Data collection 
1. TFIDF For all episodes
2. Cosine similarity
3. Most spoken words

In [1]:
%load_ext autoreload
%autoreload 2

In [2]:
import pandas as pd
import pickle
import numpy as np
from tqdm import tqdm
import json

In [3]:
WEBSITE = "../data/jre/website/"

In [4]:
CACHE = "./jre-episodes.pickle"

with open(CACHE, "rb") as f:
    episodes = pickle.load(f)

print(f"Number of loaded episodes: {len(episodes)}")

KeyboardInterrupt: 

In [None]:
from lib.TFIDF import TFIDF
from lib.utils import clean_text

cleaned_corpus = [(e, clean_text(e.text)) for e in tqdm(episodes) if e.captions is not None]
# s2w is the stem 2 word dictionary (saved in a later cell)
corpus = [(ep, cleaned) for ep, (cleaned, s2w) in cleaned_corpus]

In [None]:
tfidf = TFIDF()
tfidf.generate(corpus)

with open("tfidf-" + CACHE[2:], "wb") as f:
    pickle.dump(tfidf, f)

In [None]:
with open("tfidf-" + CACHE[2:], "rb") as f:
    tfidf = pickle.load(f)

In [None]:
tfidf.print_scores()

## Cosine Sim

In [None]:
def cosine_similarity(a, b):
    dist = lambda tfidf: np.sqrt(np.sum(tfidf * tfidf))
    dot_prod = np.dot(a, b)
    distances = dist(a) * dist(b)
    return dot_prod / distances

In [None]:
# Probably the dumbest way to do this
tfidf_titles = [e.title for e in tfidf.scores.keys()]
index_of_ep = lambda ep: tfidf_titles.index(ep.title)

# (ep1, ep2), score
cos_sim_matrix = np.zeros((len(episodes), len(episodes)), tuple)

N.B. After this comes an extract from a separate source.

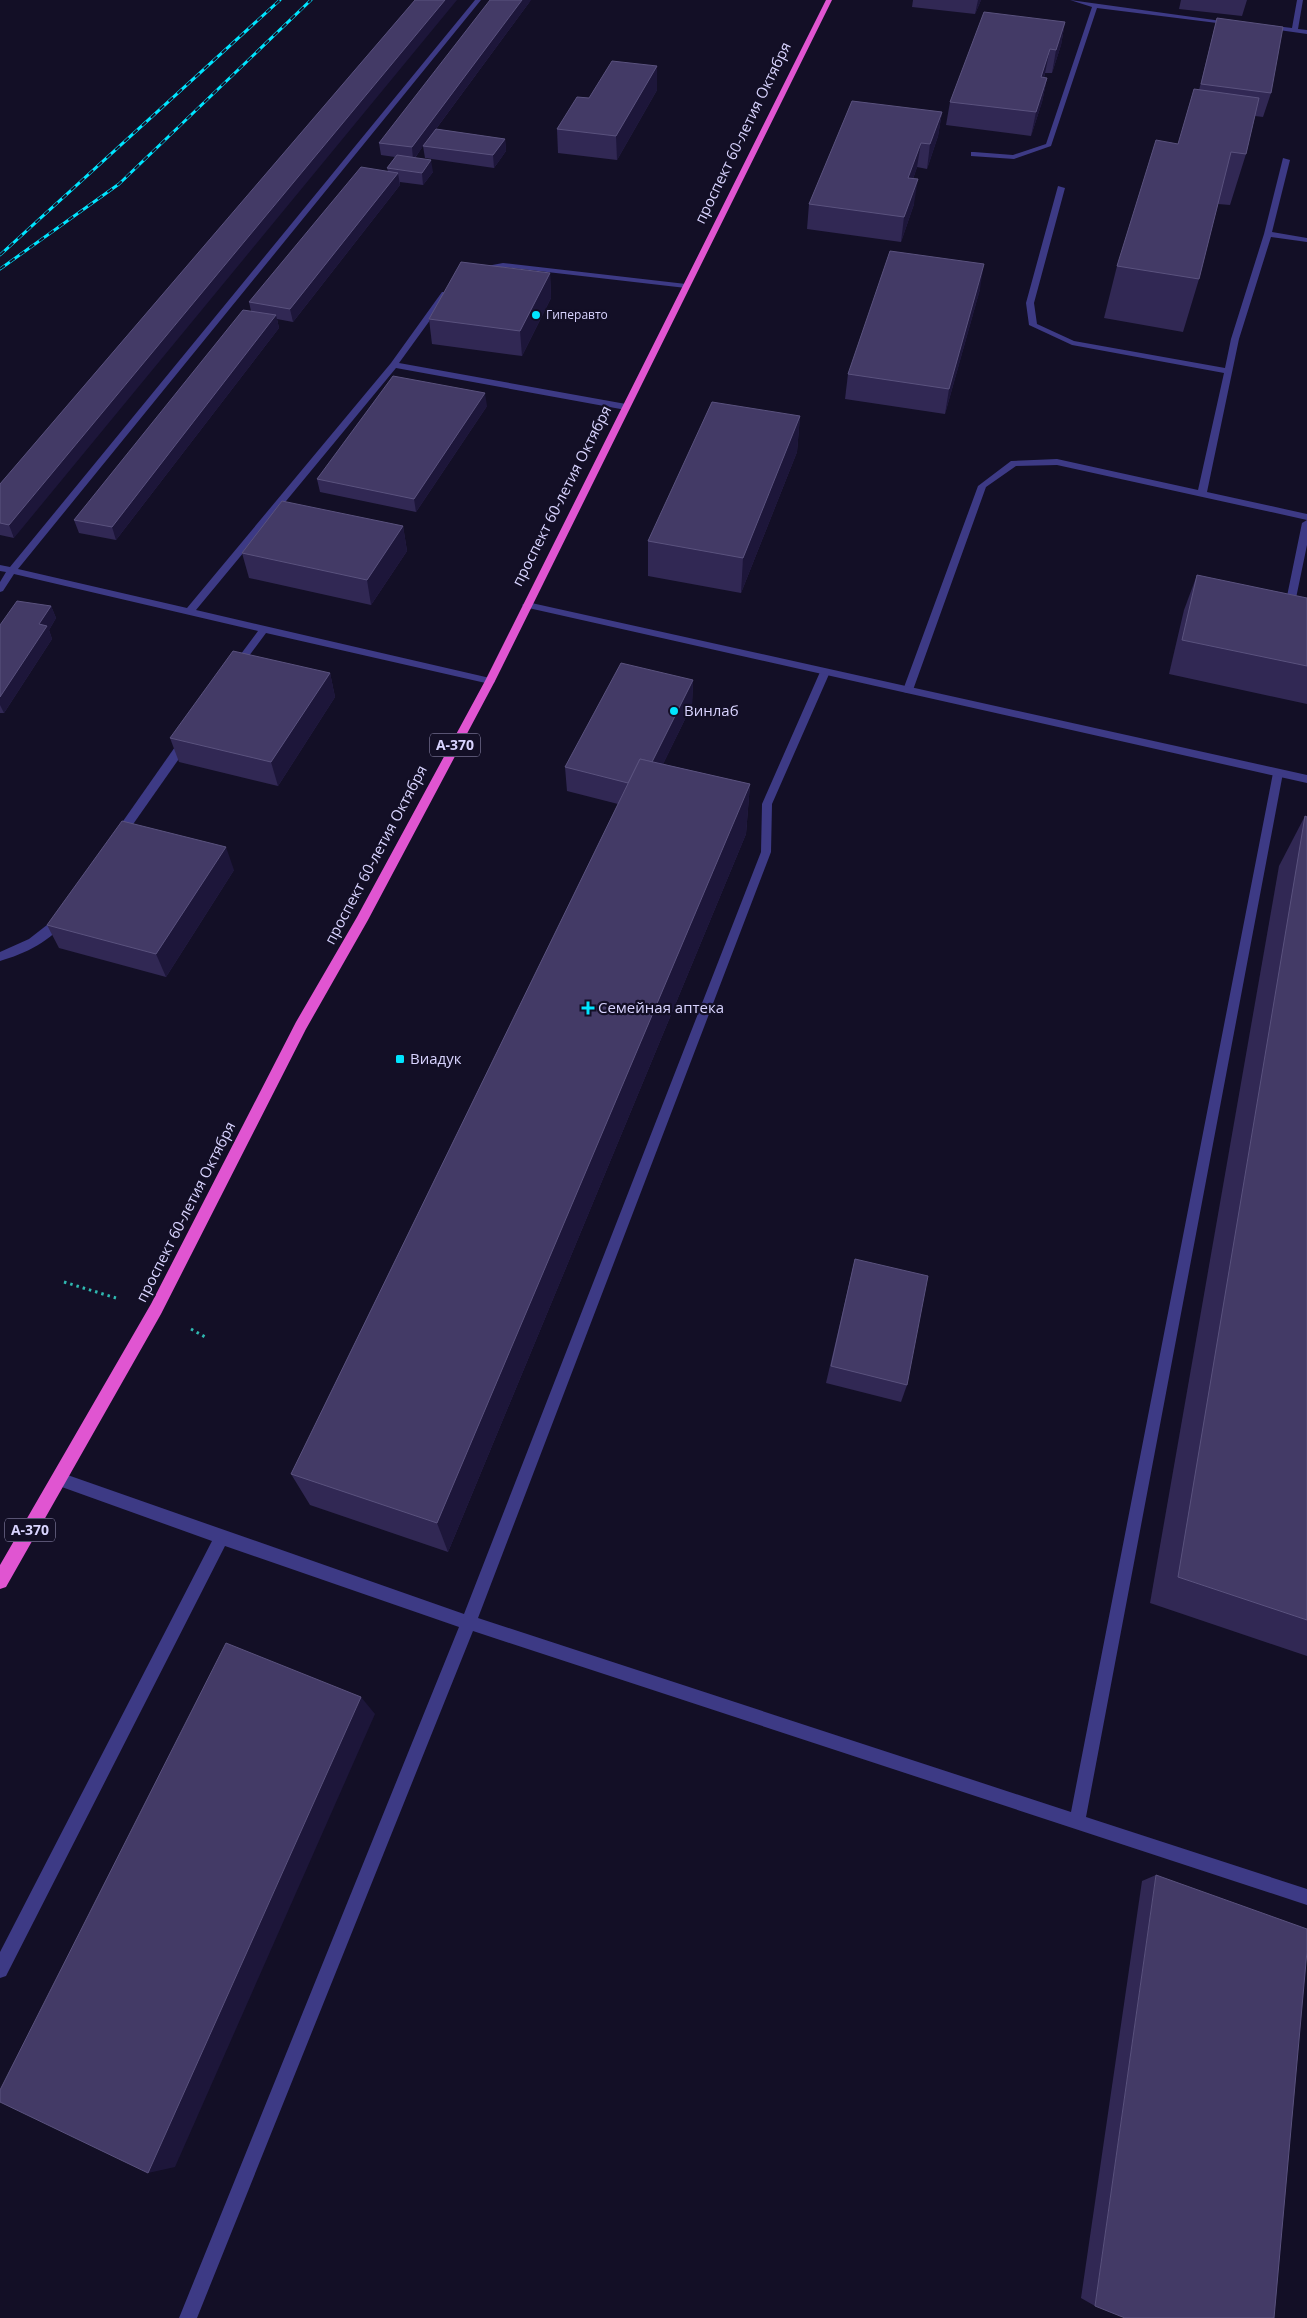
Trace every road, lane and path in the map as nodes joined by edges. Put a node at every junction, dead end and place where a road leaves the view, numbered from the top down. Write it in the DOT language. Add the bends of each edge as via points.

for a, b in tqdm([(a, b) for a in tfidf.scores for b in tfidf.scores]):
    ai = index_of_ep(a)
    bi = index_of_ep(b)
    # Only fill half of the matrix
    if bi > ai:
        continue
    cos_sim_matrix[ai][bi] = ((a, b), cosine_similarity(tfidf.scores[a], tfidf.scores[b]))

In [None]:
print(cos_sim_matrix[:3]), len(cos_sim_matrix)

In [None]:
cos_sim_list = []

# Format as (index, index), similarity
for row in cos_sim_matrix:
    for item in row:
        if item == 0: continue
        (a, b), score = item
        if a == b: continue
        cos_sim_list.append((a, b, score))

In [None]:
print("Most similar podcast episodes")
print("=============================\n")
cos_sim_list = sorted(cos_sim_list, key=lambda x: x[2], reverse=True)
for a, b, score in cos_sim_list[:50]:
    if a.is_main_episode and b.is_main_episode:
        print(a)
        print(b)
        print(f"\t{round(score, 4) * 100}%")
        print()

In [None]:
cos_sim_table = pd.DataFrame(
    [(a.video_id, b.video_id, s) for a,b,s in cos_sim_list], 
    columns=["id1", "id2", "similarity"],
)
cos_sim_table.to_csv(WEBSITE + "episode_similarity.csv")

#### To protobufs
63mb -> 

In [None]:
# protoc --python_out=./ ./episode-sim.proto
# protoc --js_out=../../jre-vis/src/lib/proto ./episode-sim.proto
import episode_sim_pb2 as ep_proto

In [None]:
cos_sim_table = pd.read_csv(WEBSITE + "episode_similarity.csv")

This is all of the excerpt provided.